Earlier, in response to the United Nations Security Council statement of November 21, 2012 on situation in Gaza, which stressed the urgency of suspension of clashes and prevention of sharp deterioration in humanitarian situation by calling upon international community to assist in restoration of peaceful life and to provide humanitarian aid in order to relieve hard living conditions of Palestinian people in the Gaza Strip and to satisfy their vital needs, Azerbaijan through AIDA agency provided direct financial aid (US$100,000) to the population of the Gaza Strip.

== Development Assistance ==
The main objective of AIDA in development assistance is to provide technical assistance to developing countries around the world and to support their sustainable growth in various fields.
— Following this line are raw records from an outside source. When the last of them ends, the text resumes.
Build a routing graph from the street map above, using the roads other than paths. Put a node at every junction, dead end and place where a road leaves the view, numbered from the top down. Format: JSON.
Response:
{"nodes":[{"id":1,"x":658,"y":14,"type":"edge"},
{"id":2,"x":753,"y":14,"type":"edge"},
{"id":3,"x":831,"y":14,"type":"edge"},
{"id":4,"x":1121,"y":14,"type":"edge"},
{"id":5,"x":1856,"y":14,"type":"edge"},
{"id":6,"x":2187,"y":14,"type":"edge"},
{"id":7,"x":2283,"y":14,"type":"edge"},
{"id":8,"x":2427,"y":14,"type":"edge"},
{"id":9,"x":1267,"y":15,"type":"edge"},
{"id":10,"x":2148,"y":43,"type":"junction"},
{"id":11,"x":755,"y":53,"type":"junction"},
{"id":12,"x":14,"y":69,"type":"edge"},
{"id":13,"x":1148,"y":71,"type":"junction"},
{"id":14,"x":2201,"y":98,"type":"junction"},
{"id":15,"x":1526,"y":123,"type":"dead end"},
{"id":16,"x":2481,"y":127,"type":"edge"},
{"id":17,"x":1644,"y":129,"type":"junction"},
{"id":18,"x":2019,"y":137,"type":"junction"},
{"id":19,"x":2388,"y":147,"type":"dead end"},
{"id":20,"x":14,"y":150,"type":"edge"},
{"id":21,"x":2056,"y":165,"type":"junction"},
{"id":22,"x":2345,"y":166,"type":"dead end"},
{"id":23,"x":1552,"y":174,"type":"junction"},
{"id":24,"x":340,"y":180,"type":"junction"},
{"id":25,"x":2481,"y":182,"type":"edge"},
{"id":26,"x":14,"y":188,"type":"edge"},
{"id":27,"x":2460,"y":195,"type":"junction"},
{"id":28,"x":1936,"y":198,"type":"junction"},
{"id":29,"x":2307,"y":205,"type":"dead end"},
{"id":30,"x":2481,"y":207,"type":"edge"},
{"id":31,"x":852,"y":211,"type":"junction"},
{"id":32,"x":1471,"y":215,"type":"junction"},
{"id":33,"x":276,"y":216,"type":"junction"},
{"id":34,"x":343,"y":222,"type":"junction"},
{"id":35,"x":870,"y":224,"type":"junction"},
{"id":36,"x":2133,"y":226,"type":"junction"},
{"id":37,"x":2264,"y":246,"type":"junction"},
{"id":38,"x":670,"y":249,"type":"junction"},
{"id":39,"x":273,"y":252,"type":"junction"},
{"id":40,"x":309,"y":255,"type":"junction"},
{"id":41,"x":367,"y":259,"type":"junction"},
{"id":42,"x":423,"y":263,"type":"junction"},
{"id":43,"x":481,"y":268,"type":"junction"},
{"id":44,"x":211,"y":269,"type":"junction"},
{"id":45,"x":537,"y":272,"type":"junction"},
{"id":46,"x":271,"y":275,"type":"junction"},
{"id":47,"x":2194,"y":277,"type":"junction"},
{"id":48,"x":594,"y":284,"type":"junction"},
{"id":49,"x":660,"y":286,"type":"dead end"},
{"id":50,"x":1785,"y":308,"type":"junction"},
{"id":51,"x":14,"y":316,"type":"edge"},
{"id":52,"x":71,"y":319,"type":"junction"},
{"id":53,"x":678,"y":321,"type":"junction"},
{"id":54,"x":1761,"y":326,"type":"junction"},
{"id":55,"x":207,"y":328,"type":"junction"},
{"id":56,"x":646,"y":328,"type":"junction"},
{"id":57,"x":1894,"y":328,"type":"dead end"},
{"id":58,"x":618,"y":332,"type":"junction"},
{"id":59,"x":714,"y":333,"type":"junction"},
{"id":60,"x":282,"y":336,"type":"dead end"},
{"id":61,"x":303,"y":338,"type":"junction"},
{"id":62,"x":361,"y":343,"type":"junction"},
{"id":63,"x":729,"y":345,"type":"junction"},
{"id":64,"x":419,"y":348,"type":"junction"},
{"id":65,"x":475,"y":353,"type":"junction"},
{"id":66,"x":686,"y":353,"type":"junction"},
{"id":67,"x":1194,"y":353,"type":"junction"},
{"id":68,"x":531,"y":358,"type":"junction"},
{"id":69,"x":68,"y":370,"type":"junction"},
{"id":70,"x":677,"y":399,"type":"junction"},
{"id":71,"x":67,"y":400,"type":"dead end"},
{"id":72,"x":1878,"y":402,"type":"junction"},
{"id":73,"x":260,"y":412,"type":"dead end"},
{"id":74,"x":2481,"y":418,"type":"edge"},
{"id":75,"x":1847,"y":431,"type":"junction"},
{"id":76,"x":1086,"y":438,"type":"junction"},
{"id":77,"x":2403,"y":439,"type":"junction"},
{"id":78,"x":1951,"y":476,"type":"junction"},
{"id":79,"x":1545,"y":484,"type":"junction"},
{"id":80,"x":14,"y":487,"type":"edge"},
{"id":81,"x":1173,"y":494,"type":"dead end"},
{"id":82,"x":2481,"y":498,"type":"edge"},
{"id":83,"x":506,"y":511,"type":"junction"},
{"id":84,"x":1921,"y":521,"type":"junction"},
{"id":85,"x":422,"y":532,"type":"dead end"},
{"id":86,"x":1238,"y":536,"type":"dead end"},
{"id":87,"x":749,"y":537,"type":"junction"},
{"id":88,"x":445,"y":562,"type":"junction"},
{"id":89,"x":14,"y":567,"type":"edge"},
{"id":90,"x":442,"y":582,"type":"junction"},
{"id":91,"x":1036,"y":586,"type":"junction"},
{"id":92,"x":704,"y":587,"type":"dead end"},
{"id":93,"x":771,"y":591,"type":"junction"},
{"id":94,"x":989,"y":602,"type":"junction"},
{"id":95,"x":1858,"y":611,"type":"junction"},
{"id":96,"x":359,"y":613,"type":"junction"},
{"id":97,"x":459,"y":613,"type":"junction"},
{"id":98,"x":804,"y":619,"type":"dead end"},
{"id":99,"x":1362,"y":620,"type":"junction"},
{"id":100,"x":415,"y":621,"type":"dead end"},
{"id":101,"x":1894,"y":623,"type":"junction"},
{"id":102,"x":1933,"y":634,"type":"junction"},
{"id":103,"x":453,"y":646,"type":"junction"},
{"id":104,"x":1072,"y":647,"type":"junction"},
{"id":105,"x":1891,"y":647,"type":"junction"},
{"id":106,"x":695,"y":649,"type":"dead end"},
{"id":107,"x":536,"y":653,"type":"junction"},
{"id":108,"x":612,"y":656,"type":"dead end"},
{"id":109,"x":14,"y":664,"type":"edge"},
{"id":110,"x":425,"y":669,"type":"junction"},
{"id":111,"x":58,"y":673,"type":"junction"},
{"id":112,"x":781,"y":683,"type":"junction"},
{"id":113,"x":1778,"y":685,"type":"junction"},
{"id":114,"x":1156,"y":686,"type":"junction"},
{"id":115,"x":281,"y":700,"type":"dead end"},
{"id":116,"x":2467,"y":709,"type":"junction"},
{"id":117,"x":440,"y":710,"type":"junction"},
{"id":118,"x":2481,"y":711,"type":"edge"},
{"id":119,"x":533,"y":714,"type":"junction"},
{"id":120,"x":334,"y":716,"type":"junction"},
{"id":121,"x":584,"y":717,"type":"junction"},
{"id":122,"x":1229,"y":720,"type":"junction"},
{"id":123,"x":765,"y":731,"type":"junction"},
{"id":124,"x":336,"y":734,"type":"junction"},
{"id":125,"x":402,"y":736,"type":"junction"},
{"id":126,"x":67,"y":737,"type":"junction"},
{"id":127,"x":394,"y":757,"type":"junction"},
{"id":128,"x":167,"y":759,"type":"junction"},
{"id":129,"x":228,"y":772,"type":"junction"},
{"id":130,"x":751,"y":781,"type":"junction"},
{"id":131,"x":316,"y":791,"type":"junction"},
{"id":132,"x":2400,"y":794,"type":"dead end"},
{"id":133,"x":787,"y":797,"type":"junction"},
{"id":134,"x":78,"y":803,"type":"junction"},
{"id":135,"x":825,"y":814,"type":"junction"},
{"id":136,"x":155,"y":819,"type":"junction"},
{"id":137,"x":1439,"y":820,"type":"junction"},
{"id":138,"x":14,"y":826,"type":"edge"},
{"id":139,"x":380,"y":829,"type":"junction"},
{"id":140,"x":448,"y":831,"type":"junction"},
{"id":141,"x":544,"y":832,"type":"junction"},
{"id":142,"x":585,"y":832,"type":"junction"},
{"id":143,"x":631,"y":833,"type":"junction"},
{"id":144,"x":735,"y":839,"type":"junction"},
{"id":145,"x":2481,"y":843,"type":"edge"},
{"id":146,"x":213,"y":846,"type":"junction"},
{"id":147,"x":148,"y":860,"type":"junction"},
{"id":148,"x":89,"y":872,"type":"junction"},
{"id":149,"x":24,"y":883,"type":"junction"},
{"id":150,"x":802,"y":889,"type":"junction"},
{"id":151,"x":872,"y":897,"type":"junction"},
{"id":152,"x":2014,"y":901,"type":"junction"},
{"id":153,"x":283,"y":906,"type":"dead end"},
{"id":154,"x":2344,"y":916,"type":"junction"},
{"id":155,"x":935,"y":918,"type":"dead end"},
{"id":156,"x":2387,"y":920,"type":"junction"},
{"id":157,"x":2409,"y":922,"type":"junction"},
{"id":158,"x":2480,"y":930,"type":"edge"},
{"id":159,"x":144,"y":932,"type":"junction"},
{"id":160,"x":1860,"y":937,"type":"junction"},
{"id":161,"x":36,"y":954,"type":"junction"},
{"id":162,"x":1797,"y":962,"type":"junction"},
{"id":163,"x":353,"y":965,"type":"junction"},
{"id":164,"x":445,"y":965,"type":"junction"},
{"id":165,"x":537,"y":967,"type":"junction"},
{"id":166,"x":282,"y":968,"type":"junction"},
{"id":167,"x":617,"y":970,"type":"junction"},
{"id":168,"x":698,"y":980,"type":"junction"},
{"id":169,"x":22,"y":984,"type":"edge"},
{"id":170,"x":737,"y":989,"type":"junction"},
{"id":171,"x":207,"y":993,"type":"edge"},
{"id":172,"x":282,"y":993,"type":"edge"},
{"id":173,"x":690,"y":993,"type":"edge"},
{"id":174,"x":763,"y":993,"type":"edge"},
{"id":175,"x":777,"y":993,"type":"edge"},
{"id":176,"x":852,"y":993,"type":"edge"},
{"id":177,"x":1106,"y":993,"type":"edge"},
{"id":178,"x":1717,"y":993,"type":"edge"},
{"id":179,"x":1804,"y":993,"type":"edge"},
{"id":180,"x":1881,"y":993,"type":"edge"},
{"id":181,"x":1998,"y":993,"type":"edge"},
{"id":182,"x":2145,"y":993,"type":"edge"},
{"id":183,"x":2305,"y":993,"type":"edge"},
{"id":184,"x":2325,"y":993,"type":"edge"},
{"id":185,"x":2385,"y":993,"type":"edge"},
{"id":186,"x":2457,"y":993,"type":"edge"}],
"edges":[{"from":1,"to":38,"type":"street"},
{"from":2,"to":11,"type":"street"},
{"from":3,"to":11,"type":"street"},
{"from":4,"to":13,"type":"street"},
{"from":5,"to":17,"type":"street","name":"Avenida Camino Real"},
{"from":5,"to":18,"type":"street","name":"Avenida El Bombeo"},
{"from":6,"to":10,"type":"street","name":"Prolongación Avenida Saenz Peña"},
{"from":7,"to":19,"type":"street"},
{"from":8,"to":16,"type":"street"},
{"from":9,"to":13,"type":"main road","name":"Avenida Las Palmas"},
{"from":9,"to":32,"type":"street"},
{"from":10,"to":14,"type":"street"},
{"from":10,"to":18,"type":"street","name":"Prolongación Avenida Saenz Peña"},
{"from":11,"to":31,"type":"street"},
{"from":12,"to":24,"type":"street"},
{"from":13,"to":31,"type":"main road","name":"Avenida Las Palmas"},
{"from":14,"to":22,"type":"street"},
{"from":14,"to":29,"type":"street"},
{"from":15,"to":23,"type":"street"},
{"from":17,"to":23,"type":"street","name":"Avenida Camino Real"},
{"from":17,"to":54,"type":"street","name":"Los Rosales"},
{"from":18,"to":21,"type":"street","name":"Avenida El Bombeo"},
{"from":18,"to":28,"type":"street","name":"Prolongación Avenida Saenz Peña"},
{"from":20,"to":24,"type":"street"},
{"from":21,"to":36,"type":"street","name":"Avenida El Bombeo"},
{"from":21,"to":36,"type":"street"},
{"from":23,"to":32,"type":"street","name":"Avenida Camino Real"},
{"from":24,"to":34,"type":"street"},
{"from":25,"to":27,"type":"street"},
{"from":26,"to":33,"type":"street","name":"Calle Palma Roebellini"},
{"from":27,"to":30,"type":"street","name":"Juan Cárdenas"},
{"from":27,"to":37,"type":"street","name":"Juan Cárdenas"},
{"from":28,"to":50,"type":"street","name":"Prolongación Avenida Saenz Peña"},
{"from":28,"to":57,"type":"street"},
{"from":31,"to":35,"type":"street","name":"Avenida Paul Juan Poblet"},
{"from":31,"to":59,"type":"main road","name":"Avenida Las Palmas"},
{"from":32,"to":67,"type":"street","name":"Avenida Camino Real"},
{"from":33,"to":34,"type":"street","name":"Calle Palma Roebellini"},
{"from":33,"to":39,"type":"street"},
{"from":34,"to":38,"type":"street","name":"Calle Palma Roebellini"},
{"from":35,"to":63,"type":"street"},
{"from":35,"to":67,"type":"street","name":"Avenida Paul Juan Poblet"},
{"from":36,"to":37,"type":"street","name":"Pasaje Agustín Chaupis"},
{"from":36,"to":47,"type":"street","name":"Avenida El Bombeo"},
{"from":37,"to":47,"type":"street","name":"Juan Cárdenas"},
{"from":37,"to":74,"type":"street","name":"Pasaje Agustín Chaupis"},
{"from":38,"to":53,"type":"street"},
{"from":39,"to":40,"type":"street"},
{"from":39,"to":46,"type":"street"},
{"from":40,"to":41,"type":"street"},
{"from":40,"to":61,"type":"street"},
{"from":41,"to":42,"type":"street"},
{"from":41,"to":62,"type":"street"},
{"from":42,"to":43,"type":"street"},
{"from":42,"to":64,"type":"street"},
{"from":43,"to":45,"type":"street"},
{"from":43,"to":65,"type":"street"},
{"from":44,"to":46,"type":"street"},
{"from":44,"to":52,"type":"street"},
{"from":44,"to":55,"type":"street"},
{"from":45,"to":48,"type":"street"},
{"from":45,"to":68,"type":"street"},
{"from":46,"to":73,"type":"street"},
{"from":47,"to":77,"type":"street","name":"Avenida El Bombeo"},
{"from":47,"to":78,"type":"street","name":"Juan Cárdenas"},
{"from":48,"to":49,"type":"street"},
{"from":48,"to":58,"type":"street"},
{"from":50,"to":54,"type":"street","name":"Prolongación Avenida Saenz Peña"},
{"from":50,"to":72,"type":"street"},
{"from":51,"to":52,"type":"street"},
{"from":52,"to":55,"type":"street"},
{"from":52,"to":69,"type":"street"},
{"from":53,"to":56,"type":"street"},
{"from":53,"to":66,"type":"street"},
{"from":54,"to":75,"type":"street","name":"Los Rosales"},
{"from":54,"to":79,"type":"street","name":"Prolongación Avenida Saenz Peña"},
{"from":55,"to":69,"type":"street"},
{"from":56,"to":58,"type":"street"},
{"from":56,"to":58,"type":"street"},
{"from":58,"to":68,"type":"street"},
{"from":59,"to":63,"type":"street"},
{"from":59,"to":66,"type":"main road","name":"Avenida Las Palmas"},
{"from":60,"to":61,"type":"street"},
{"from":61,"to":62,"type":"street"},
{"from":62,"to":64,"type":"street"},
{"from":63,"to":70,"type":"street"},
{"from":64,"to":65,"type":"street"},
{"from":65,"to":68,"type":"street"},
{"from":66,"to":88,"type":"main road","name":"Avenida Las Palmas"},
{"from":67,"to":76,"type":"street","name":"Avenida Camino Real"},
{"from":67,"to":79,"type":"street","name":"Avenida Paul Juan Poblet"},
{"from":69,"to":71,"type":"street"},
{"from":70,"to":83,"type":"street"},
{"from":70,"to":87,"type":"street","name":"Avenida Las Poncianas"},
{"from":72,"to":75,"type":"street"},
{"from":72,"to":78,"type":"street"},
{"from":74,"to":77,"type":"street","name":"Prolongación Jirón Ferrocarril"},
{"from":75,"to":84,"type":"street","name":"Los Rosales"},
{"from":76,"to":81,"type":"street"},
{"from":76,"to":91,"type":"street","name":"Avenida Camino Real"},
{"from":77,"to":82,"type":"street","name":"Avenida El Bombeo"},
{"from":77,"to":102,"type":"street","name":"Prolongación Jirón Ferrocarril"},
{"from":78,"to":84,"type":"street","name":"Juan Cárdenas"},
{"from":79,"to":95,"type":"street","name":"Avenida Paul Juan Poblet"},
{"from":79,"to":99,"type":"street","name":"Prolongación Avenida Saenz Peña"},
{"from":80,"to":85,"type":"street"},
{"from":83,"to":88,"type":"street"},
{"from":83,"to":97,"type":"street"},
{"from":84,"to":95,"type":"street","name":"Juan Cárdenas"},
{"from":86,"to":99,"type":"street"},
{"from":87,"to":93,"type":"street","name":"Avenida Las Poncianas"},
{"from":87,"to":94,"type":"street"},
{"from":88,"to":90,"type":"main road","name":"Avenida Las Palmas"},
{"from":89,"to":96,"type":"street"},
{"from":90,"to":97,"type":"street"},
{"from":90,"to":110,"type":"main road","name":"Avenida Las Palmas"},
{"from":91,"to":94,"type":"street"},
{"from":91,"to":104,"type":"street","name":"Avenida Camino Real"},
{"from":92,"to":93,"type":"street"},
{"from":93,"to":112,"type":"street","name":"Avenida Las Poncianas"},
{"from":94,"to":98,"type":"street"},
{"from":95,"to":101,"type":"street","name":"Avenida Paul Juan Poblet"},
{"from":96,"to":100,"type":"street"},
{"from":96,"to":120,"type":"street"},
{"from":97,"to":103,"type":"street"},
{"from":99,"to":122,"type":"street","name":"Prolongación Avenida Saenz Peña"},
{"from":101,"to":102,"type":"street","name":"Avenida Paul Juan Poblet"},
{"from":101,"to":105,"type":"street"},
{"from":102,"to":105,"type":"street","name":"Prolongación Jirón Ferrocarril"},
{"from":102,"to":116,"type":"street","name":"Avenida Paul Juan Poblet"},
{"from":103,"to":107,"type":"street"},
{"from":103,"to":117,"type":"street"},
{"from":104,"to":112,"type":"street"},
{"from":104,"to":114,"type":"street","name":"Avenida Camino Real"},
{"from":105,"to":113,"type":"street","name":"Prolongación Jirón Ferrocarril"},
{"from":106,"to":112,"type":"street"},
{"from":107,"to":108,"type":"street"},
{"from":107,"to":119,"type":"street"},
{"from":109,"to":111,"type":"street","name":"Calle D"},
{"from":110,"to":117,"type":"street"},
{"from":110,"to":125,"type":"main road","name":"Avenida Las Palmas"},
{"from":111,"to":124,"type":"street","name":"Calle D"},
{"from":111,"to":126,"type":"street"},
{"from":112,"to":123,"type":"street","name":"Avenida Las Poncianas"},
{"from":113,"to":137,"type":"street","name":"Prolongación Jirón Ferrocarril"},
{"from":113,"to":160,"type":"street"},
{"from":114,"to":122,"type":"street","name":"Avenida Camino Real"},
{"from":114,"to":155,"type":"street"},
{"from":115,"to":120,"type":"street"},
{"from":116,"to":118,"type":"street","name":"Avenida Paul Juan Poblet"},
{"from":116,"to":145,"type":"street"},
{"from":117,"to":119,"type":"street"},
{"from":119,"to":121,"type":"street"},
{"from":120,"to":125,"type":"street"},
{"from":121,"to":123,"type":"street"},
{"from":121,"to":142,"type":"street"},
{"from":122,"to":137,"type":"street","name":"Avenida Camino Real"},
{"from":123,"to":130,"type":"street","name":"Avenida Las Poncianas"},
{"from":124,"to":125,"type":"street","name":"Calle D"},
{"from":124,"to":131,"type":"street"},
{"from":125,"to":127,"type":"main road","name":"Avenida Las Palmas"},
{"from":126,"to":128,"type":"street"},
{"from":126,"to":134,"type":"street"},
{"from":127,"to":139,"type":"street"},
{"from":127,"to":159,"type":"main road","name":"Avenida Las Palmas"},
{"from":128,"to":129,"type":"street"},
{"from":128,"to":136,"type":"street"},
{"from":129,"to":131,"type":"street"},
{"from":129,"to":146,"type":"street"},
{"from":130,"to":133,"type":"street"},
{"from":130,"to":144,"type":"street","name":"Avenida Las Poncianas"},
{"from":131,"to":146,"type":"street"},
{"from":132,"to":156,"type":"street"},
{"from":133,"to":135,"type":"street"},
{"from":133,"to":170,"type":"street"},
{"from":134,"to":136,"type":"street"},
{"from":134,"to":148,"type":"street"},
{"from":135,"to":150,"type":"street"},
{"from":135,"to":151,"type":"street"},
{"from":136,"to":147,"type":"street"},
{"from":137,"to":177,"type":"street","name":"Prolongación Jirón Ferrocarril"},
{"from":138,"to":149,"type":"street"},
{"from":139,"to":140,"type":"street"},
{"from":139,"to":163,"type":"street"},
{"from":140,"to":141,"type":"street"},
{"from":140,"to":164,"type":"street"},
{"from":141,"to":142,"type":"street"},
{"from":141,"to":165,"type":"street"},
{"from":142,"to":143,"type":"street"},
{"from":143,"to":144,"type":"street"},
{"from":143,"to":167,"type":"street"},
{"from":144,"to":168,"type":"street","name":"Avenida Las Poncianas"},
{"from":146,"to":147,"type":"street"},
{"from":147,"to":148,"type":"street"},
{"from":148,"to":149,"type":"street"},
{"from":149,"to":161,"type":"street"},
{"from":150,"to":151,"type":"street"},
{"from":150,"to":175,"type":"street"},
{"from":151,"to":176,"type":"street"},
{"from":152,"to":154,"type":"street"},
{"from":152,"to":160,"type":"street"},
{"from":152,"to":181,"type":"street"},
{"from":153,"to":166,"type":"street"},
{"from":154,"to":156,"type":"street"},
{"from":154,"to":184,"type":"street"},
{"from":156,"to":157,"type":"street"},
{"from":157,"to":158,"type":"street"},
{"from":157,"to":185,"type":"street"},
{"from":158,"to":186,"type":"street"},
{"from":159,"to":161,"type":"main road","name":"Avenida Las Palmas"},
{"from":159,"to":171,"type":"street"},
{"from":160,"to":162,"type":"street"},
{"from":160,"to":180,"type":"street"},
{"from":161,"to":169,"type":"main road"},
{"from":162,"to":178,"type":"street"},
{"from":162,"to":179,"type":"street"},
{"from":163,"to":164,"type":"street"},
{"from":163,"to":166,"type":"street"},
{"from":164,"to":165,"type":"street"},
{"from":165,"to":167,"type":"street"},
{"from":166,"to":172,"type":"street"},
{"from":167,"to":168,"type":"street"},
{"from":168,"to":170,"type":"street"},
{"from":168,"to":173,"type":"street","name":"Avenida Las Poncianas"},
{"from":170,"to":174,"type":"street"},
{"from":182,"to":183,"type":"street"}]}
According to the OECD, 2020 official development assistance from Azerbaijan decreased by 7% to US$26 million.

=== Electronic Government Project in Afghanistan ===
In close cooperation with UNDP, AIDA assists Afghanistan in building the system of E-government in order to increase efficiency of governmental agencies in this country.

=== Professional development courses and workshops ===
AIDA, together with Azerbaijan's universities, scientific and research institutes arranges capacity-building courses and workshops in various areas for specialists from developing countries to facilitate the growth of human capital in those countries.